■ Instructions for the task ■
Among the records that follow, how many lines include the string "bottom"? Only the number is wanted.

****************

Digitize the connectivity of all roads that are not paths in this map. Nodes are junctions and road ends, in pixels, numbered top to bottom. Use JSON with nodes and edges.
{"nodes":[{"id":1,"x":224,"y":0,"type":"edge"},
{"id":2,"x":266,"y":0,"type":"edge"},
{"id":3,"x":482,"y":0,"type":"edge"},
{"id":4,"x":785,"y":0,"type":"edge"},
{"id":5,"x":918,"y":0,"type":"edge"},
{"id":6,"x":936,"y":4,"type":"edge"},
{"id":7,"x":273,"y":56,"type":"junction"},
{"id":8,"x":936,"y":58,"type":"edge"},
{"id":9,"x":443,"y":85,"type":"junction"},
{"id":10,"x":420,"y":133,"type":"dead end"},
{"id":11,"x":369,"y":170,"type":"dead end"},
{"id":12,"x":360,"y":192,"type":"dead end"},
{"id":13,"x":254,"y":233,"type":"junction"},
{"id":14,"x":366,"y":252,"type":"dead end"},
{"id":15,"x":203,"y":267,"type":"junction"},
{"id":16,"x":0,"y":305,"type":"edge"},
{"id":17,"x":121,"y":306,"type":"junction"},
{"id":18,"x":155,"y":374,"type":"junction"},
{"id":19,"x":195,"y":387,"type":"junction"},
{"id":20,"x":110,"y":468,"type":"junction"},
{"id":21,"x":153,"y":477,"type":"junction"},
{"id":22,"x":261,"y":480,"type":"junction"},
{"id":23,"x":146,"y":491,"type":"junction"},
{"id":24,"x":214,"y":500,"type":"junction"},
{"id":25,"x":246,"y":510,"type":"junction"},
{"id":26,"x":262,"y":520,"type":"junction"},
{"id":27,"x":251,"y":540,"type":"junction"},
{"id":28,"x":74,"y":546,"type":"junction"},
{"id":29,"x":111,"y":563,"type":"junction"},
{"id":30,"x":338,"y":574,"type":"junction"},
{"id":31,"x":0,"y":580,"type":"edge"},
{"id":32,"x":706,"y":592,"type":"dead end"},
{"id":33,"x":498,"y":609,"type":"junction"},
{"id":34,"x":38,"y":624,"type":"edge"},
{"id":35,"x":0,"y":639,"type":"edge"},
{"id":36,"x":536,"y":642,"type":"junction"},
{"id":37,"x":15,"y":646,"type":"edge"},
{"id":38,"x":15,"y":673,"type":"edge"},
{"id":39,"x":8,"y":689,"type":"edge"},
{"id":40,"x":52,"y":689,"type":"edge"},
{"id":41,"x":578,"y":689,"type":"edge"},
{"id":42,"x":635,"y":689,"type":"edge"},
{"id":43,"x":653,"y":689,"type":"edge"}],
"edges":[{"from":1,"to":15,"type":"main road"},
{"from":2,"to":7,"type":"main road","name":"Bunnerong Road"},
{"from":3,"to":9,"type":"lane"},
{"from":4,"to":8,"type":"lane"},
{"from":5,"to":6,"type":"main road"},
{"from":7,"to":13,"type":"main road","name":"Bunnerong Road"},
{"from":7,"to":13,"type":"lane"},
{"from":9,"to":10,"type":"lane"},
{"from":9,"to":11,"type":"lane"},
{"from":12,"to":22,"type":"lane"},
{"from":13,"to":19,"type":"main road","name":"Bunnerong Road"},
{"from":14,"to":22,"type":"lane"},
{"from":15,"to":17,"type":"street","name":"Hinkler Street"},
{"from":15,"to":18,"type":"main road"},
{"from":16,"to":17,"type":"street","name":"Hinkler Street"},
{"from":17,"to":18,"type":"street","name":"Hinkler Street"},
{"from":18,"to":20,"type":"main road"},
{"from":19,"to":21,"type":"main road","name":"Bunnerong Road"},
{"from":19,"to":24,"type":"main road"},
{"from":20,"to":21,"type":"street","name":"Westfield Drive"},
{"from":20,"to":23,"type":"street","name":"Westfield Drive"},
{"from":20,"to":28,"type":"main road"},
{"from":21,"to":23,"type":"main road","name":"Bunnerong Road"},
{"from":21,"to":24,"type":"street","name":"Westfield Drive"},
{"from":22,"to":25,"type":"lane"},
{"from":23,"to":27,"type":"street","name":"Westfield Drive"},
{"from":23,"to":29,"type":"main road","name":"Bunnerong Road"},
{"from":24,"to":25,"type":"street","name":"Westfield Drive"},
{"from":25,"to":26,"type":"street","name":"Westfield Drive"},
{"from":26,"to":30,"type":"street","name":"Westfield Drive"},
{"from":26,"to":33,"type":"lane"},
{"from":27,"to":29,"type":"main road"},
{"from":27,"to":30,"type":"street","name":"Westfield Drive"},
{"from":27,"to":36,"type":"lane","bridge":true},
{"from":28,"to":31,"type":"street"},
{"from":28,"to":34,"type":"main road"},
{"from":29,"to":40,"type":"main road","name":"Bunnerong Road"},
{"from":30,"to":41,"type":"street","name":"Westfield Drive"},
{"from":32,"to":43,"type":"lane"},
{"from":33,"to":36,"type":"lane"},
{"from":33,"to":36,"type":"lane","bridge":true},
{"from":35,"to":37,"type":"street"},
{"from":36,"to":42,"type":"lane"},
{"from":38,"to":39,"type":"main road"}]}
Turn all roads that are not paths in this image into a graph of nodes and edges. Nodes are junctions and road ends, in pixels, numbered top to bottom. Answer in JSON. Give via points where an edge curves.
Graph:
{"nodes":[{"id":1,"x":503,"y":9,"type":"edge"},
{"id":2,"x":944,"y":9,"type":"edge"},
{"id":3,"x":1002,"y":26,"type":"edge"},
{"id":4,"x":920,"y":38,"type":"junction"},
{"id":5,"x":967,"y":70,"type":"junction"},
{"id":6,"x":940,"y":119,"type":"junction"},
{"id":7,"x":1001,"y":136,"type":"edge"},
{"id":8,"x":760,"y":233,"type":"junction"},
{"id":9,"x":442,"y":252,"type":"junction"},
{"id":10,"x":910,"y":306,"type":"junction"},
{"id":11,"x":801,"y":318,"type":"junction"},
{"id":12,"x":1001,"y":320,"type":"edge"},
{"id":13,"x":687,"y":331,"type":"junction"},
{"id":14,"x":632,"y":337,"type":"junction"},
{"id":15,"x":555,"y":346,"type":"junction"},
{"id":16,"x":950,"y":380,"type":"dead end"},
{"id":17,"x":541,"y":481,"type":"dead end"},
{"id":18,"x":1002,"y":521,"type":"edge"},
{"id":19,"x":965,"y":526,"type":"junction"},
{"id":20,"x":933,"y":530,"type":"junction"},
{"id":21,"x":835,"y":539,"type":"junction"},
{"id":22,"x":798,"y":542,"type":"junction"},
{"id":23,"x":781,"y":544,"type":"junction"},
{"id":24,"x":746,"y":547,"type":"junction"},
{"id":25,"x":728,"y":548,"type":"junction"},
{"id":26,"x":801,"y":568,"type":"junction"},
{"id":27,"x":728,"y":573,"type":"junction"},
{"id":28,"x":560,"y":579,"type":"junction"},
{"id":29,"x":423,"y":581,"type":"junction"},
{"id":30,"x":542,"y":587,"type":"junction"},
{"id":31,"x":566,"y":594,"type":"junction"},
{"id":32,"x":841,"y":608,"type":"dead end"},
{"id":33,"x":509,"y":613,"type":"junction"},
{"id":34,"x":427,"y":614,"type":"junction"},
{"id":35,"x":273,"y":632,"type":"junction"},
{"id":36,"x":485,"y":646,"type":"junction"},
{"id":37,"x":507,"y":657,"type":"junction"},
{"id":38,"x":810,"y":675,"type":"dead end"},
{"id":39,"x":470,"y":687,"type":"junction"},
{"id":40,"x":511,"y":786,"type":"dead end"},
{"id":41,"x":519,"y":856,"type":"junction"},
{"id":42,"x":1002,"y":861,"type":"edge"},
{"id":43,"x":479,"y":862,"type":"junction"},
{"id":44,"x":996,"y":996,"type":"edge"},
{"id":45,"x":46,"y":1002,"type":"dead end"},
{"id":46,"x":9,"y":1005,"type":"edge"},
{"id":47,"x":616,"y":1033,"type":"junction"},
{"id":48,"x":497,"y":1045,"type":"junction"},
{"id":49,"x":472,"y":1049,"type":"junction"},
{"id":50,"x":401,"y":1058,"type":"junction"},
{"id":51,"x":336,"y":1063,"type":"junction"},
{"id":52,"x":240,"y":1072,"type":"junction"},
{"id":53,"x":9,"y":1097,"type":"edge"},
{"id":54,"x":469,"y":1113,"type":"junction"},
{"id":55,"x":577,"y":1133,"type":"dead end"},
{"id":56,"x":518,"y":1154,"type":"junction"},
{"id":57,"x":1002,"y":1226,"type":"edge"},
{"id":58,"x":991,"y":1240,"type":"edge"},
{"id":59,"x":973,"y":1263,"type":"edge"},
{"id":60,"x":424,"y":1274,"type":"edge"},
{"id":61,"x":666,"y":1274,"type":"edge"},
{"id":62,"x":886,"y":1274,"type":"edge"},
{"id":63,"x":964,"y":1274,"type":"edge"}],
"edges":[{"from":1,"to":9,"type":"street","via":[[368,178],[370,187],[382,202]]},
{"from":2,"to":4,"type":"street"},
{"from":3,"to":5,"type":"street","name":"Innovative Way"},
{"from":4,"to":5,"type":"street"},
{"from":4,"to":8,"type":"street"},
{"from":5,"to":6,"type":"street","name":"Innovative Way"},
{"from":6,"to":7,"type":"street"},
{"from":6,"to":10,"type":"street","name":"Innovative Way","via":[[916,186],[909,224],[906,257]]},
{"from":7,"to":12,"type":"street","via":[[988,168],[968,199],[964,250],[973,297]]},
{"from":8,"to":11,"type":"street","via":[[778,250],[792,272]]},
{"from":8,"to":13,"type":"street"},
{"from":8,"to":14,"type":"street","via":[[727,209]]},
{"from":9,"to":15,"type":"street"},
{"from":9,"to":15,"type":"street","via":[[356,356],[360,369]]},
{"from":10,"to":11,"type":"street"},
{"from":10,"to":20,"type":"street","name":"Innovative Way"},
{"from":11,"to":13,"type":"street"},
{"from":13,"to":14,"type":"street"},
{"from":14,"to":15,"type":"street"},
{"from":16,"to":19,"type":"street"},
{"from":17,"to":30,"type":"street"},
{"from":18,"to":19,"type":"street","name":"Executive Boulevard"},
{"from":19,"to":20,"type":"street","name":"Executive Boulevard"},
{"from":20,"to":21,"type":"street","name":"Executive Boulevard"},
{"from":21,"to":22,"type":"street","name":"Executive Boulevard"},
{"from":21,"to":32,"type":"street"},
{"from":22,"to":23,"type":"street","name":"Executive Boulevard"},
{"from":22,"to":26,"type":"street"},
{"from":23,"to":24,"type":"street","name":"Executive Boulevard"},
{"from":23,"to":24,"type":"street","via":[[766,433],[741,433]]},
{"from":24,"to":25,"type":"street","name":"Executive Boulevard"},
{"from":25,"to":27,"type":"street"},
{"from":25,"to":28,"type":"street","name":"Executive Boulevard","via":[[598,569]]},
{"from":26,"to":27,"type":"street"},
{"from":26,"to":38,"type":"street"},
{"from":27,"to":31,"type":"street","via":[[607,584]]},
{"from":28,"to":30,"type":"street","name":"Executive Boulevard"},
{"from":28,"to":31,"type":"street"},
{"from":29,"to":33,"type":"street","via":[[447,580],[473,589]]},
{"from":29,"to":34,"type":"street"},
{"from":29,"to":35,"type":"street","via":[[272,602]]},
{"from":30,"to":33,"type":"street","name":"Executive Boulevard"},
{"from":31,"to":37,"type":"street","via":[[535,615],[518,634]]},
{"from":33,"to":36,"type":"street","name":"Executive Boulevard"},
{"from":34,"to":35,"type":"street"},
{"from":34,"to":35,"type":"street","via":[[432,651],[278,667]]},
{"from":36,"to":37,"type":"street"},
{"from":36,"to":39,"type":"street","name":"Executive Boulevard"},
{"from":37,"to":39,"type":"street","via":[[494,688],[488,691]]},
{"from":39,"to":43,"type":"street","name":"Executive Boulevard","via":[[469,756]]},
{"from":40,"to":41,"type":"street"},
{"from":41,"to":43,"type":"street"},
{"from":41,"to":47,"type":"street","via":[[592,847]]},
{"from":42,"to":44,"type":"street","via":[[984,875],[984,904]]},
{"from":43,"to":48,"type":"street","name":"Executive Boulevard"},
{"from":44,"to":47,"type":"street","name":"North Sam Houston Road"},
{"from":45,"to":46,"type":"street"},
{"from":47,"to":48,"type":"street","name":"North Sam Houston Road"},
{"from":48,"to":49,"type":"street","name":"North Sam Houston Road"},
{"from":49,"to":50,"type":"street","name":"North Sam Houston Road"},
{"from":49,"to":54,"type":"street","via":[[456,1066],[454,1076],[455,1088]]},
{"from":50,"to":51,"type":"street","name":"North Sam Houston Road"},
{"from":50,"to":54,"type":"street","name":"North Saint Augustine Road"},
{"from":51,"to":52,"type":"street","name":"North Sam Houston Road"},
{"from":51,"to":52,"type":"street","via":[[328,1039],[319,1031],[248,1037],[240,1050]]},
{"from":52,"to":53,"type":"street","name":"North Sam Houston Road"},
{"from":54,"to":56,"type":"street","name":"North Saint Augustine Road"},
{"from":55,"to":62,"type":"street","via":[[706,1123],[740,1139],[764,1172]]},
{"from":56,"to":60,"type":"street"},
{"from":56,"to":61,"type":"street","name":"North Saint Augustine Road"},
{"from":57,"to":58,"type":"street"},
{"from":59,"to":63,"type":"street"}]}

****************

■ Task answer ■
2